民法 第16条
    (被補助人及び補助人)

条文

補助開始の審判を受けた者は、被補助人とし、これに補助人を付する。

解説

家庭裁判所からの補助開始の審判を受けた者(第15条第1項参照。)は、被補助人とし、これに補助人をつけます。



これはどういうことかというと、被保佐人を民法によって保護する(第17条第1項参照。)ために、実際に権限を与えられる者が補助人、ということです。

契約書作成実務における注意点

被補助人の行為には、補助人の同意を要する行為があります(第17条第1項参照。)。

しかも、補助人の同意を得ることができなかった場合は、その行為を取り消しうるということになっています。(第17条第4項参照。
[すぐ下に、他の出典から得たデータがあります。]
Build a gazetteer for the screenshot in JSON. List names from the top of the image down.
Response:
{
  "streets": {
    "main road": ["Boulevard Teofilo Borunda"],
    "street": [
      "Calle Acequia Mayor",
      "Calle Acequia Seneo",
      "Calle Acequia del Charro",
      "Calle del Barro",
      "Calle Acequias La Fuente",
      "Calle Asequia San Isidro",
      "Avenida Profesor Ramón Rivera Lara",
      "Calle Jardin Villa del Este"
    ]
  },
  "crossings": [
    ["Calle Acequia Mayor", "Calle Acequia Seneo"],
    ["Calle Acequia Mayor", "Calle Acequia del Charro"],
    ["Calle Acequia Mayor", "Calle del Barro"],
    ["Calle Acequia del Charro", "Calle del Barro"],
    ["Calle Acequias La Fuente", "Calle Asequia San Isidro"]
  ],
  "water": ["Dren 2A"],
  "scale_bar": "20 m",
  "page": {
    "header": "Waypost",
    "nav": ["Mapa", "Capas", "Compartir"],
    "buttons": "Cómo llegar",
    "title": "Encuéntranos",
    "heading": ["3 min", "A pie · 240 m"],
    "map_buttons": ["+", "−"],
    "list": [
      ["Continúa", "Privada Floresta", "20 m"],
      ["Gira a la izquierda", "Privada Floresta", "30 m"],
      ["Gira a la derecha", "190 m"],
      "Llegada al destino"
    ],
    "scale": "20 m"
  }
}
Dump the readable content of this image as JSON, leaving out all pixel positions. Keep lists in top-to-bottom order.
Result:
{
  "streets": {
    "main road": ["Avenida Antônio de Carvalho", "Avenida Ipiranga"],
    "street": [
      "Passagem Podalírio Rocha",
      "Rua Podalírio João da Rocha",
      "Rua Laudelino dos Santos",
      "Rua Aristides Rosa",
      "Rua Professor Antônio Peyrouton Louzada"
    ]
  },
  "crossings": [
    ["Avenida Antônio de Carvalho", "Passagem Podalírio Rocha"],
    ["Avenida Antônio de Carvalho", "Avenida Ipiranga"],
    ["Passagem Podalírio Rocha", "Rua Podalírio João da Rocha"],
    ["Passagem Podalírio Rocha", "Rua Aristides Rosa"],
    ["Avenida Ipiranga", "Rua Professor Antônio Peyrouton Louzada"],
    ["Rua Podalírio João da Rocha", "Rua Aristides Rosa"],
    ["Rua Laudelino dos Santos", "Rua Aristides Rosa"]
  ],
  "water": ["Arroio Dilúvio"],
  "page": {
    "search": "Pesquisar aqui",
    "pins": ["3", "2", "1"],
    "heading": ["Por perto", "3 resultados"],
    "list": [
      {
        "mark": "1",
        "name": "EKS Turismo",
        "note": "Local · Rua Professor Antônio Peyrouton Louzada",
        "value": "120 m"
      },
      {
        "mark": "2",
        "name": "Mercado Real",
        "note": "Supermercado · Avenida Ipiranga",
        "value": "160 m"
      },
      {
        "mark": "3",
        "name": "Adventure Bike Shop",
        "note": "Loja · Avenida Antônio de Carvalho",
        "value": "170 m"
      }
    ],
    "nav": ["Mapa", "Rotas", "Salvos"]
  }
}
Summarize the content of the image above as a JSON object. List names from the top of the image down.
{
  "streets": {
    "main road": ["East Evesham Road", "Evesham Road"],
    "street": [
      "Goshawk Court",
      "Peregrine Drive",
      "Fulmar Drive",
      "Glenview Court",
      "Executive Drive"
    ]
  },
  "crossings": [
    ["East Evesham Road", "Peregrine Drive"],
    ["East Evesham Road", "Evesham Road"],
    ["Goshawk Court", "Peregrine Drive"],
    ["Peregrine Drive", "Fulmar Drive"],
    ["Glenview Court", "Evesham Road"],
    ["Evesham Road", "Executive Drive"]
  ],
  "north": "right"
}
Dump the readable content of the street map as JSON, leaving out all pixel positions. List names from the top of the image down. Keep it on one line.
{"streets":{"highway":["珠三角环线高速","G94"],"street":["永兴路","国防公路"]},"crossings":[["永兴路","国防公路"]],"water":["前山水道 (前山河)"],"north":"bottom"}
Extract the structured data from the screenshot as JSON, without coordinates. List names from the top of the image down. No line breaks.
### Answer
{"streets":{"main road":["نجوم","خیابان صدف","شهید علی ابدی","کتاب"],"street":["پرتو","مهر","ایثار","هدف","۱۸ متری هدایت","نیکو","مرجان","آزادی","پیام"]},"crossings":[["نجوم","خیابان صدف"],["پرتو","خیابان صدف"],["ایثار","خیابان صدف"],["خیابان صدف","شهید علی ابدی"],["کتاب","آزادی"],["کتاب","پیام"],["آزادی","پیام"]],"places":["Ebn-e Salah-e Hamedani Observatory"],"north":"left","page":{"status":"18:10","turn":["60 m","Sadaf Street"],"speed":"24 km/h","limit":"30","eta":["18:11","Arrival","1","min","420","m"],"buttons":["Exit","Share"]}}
)

つまり、契約書作成実務においては、被補助人との契約は、極めてリスクが高いと言えます。

しかも、第17条第1項によって制限されている被補助人の行為は、契約の相手方が知ることが非常に困難です。



というのも、本条によって制限される被補助人の行為は、後見登記等に関する法律第4条第1項第5号によって、東京法務局に登記されます。

ところが、被補助人の契約の相手方は、その登記事項の証明書の交付を請求できないことになっています(補助人やその関係者はできます。)。

つまり、被補助人の契約の相手方は、補助人の側に対して、登記事項の証明書の提示を求めることによってしか、第17条第1項をもとにして制限されている被補助人の行為の内容がわからないのです。



また、なによりも、取り消された後の不当利得(第703条)の返還請求が困難であるというのが、非常に厄介です(第121条参照。)。



ですから、契約書作成実務という点や、ビジネス上のリスク管理という点では、そもそも被補助人を対象としたビジネスは、避けるべきものです。



ただ、そうはいっても、被補助人と契約をしなくてはならない状況があるかもしれません。

そのような場合、実務上、リスクを抑えて被補助人と契約を結ぶのであれば、契約締結の場に、補助人にも同席してもらい、同意を取り付ける形で契約に調印することになります。



原則として、補助人には代理権が付与されていません(付与することは可能です。8第76条の9第1項を参照。)。

ですから、同意を得ることでしか、契約のj取り消し(第17条第4項参照。)によるリスクを避けることはできません。

つまり、被補助人補助人の双方と契約交渉をおこなうことが重要となります。